Naming conventions communicate intent and mutability. UPPER_CASE tells readers “this won’t change” while snake_case says “this can be reassigned.” Choose wisely based on how the variable will be used.


Exercise 4.5: Complex Function

Before

def process(data,threshold=10,debug=False):
    result=[]
    for item in data:
        if item>threshold:result.append(item*2)
    if debug:print(f"Processed {len(result)} items")
    return result

After

def process(data, threshold=10, debug=False):
    result = []
    for item in data:
        if item > threshold:
            result.append(item * 2)
    if debug:
        print(f"Processed {len(result)} items")
    return result

Questions

  1. List all differences between Before and After
  2. Explain why breaking up the compound statements improves readability
  3. What other improvements would you suggest?
💡 Show Answer

Differences

  1. Spaces after commas in parameters: data,thresholddata, threshold
  2. Spaces around = assignment: result=[]result = []
  3. Spaces around > comparison: item>thresholditem > threshold
  4. Compound statement split: if item>threshold:result.append(item*2) → two lines
  5. Compound statement split: if debug:print(...) → two lines
  6. Spaces around * operator: item*2item * 2

Why Breaking Compound Statements Helps

Readability:

  • Each logical operation is on its own line
  • Control flow is immediately clear
  • Less cognitive load to parse what’s happening

Debugging:

  • Can set breakpoints on specific lines
  • Stack traces show exact line of failure
  • Easier to add print statements or logging

Maintainability:

  • Easy to add additional conditions: if item > threshold and item < max_value:
  • Easy to expand logic: add logging, error handling, etc.
  • Easier to review in version control (changes are line-based)

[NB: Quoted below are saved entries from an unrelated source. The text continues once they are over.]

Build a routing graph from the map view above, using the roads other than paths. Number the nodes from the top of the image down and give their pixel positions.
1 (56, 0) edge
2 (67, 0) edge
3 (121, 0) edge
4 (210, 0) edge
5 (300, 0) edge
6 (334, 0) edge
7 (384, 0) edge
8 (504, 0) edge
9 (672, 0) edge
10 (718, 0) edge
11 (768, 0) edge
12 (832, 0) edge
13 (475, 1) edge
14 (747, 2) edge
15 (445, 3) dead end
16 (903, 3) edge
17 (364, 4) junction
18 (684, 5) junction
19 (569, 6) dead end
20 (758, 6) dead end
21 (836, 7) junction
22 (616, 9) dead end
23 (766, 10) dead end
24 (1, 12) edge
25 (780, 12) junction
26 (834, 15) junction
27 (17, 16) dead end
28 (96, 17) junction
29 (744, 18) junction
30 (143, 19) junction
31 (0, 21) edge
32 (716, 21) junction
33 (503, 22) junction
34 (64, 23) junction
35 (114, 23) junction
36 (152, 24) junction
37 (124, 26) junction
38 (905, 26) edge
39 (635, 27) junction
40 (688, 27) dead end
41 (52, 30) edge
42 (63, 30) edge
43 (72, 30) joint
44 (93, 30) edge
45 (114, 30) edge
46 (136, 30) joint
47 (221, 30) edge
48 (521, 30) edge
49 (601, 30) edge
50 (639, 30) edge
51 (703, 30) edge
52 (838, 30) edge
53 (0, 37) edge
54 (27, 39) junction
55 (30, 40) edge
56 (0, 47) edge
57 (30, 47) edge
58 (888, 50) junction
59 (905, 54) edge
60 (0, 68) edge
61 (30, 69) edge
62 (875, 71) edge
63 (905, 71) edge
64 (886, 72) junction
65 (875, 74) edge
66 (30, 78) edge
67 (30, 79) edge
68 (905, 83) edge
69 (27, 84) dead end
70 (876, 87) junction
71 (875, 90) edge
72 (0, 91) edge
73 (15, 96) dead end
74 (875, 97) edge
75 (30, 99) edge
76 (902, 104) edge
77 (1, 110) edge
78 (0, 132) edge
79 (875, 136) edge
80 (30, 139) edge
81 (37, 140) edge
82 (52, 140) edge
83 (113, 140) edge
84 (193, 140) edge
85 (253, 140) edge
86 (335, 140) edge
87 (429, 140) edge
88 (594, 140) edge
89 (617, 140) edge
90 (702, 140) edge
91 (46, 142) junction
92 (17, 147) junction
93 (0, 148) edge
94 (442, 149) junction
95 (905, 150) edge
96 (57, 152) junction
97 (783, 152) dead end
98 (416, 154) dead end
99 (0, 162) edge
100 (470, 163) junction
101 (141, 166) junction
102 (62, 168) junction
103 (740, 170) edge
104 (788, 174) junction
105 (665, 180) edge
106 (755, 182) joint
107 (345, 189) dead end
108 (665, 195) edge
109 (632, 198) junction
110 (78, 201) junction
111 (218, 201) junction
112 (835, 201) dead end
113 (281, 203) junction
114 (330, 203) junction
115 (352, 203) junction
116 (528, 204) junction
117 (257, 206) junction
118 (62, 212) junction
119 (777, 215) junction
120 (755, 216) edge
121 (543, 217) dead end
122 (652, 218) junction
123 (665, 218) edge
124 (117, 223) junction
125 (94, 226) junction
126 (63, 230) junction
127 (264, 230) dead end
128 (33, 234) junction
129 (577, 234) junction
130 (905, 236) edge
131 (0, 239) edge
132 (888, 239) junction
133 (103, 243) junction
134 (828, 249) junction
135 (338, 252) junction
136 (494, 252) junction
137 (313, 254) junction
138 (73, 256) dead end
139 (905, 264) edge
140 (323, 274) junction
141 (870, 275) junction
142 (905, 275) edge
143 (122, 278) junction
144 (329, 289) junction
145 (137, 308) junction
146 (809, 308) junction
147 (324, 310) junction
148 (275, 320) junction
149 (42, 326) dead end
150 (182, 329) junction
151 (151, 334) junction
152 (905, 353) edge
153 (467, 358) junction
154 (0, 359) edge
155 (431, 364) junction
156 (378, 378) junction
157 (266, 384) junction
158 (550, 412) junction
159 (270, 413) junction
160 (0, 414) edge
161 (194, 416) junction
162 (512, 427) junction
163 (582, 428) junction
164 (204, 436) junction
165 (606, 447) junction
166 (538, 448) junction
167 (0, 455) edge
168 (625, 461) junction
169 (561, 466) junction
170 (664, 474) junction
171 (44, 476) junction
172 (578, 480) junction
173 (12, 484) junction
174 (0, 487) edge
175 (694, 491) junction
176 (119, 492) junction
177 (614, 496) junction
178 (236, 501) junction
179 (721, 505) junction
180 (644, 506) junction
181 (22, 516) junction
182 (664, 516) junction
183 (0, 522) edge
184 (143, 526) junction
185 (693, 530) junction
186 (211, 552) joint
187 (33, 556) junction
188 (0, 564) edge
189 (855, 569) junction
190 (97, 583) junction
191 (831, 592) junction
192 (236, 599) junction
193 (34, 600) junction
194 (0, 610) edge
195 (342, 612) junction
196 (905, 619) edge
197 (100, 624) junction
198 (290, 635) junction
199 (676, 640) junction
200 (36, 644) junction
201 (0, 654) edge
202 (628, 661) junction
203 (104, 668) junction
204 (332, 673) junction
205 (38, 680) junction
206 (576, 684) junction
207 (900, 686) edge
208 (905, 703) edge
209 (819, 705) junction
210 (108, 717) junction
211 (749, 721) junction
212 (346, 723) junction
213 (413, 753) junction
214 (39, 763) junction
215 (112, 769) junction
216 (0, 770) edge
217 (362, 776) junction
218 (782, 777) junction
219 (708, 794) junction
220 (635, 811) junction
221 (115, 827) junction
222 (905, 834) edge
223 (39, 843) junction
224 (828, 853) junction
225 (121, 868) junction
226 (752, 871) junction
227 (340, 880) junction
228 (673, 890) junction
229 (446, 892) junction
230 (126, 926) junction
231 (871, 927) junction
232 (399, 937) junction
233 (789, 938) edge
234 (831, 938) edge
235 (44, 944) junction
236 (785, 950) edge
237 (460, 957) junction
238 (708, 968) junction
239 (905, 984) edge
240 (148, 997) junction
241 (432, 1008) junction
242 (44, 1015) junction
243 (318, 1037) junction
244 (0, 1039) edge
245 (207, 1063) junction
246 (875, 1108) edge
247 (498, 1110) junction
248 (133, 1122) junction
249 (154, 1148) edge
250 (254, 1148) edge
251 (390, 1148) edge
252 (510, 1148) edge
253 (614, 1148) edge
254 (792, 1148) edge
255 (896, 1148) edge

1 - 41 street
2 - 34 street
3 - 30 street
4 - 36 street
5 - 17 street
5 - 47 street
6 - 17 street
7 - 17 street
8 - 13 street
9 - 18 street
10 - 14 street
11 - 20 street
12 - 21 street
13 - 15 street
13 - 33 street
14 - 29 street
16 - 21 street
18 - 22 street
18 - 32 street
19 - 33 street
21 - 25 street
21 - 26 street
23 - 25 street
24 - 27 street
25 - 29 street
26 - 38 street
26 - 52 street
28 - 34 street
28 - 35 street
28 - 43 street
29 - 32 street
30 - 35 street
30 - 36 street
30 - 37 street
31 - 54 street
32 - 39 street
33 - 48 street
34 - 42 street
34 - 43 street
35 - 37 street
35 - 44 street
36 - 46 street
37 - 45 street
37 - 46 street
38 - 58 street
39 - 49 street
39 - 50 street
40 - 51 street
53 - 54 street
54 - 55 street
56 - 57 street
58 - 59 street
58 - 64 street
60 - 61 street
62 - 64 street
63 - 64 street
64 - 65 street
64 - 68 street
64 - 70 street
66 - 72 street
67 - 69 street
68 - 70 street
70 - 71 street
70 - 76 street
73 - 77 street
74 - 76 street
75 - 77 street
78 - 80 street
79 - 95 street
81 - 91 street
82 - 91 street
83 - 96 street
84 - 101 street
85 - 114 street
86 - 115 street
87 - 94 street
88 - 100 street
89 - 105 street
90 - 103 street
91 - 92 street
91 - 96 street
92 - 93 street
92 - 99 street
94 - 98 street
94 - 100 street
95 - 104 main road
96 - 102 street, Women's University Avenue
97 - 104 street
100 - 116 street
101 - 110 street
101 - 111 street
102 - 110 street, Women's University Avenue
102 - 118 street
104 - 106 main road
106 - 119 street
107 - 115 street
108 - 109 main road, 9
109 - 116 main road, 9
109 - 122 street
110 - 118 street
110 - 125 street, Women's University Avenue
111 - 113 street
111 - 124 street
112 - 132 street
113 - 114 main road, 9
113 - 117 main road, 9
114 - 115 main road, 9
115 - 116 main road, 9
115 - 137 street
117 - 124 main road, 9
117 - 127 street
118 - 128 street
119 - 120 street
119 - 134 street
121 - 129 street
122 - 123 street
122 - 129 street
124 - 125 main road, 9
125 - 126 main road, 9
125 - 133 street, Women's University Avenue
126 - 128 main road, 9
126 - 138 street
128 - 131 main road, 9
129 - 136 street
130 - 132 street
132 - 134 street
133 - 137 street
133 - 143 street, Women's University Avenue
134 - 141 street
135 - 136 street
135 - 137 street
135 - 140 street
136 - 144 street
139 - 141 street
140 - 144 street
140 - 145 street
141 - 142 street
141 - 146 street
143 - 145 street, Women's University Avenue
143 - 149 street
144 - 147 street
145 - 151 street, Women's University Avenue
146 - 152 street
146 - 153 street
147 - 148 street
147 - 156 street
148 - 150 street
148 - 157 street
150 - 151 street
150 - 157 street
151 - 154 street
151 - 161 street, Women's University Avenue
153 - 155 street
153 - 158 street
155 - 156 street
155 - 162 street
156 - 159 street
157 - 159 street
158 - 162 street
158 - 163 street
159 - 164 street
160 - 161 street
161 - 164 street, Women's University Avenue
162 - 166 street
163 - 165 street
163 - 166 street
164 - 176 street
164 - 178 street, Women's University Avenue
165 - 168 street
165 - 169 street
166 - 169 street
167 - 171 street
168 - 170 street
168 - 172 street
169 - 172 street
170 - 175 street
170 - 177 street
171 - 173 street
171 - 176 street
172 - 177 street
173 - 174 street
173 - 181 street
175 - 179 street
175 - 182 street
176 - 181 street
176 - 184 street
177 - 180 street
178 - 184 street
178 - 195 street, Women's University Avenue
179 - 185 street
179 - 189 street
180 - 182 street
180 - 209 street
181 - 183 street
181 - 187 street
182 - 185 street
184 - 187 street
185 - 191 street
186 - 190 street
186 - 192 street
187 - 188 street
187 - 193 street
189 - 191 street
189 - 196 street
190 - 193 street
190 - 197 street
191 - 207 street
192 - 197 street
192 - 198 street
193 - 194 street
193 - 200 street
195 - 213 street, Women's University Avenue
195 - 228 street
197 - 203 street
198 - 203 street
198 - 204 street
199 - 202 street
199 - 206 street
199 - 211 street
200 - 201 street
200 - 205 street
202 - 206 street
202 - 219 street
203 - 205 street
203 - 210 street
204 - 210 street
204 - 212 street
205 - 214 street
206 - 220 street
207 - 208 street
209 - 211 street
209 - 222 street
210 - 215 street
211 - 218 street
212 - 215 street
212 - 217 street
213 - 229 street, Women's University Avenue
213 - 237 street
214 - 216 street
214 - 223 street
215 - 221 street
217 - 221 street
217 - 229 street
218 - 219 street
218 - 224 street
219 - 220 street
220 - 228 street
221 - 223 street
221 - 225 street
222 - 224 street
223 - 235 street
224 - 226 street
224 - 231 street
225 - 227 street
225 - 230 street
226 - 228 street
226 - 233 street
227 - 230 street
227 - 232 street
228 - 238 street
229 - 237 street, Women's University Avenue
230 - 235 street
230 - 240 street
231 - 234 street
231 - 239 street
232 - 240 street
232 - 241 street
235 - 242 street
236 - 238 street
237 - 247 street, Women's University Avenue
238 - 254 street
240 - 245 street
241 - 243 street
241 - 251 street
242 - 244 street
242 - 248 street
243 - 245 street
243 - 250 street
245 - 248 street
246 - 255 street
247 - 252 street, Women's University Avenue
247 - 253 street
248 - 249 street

Example of Easy Extension:

# Before - hard to extend:
if item>threshold:result.append(item*2)

# After - easy to add logging:
if item > threshold:
    logger.debug(f"Processing item: {item}")
    result.append(item * 2)

Additional Improvements

from typing import List

def process(
    data: List[float],
    threshold: float = 10,
    debug: bool = False
) -> List[float]:
    """
    Process data by filtering and doubling values above threshold.
    
    Args:
        data: List of numerical values to process
        threshold: Minimum value to include (default: 10)
        debug: Whether to print debug information (default: False)
        
    Returns:
        List of processed values (doubled items above threshold)
        
    Example:
        >>> process([5, 15, 20], threshold=10)
        [30, 40]
    """
    result = []
    for item in data:
        if item > threshold:
            result.append(item * 2)
    
    if debug:
        print(f"Processed {len(result)} items")
    
    return result

Further improvements:

  • Type hints for better IDE support and type checking
  • Docstring with Args, Returns, and Example
  • Consider using list comprehension for more Pythonic code:
    result = [item * 2 for item in data if item > threshold]
    

Key Takeaway

Compound statements save vertical space but sacrifice readability, debuggability, and maintainability. The extra lines are worth it. Modern editors collapse code anyway, so vertical space isn’t a real concern.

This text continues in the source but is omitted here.